DISKUSI PANEL “MENYUSUN
KONSENSUS BARU”
Buruh dan
Negara Kesejahteraan
|
KOMPAS,
08 Januari 2013
Ketika ribuan buruh
berunjuk rasa, yang muncul adalah kecemasan masyarakat dan pengusaha. Hal itu
sangat wajar karena ada beberapa aksi yang merugikan kepentingan umum.
Trauma masyarakat tak
sedikit juga kadang membuka kembali ketakutan lama begitu melihat aksi massa.
Akan tetapi,
perubahan-perubahan gerakan buruh sendiri sepertinya telah jauh dari sekadar
gerakan untuk menakut-nakuti. Mereka bisa menjadi pilar konsensus baru bagi
negeri ini. Setidaknya apa yang terjadi di Brasil bisa menjadi contoh.
Gerakan buruh sepertinya
memasuki babak baru.
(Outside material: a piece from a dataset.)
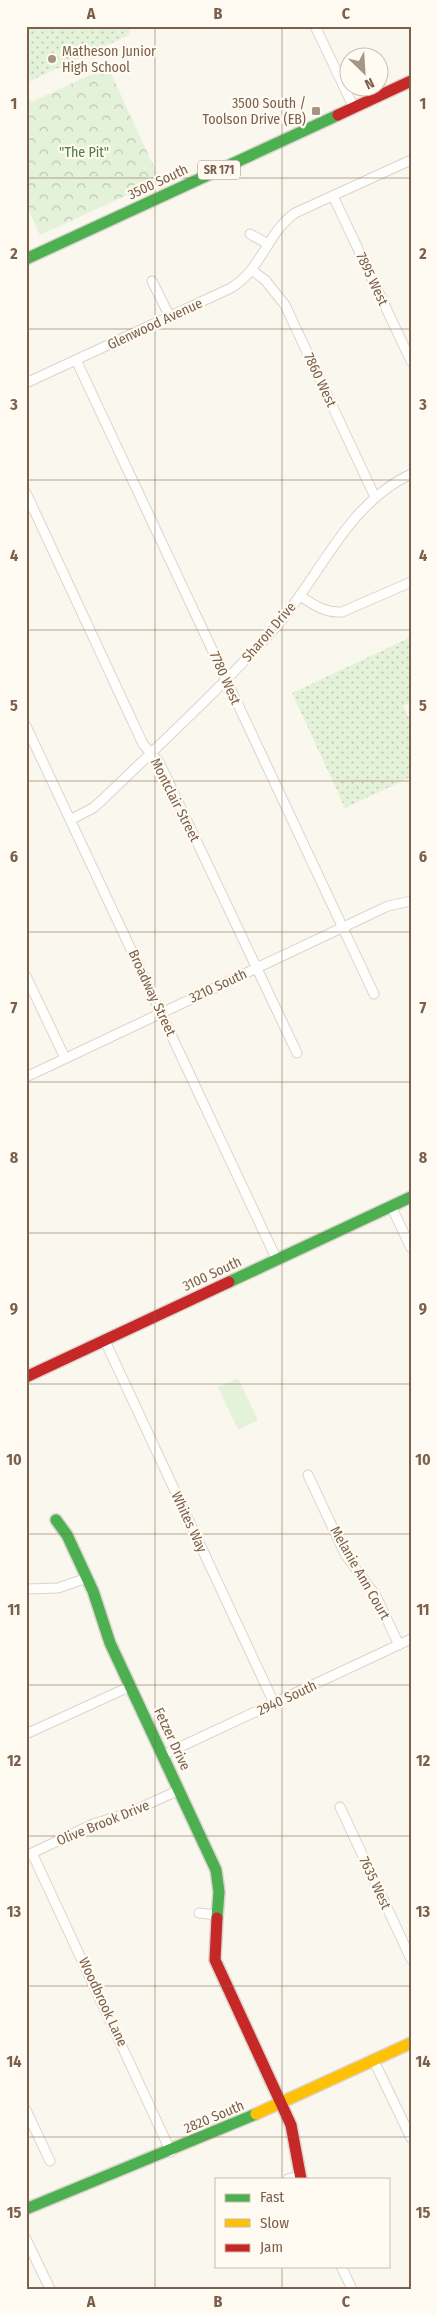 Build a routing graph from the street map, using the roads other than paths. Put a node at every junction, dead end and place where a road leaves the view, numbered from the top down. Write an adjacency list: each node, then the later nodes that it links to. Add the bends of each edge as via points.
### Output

Mereka mampu melakukan komunikasi dan konsolidasi dengan
sesama buruh. Isu-isu yang menyangkut kepentingan bersama bisa digulirkan
melibatkan berbagai organisasi buruh. Konsolidasi gerakan, dari semula
gerakan dukungan untuk pembentukan UU Sistem Jaminan Sosial Nasional,
bergulir ke persoalan hak asasi dan pelanggaran hukum.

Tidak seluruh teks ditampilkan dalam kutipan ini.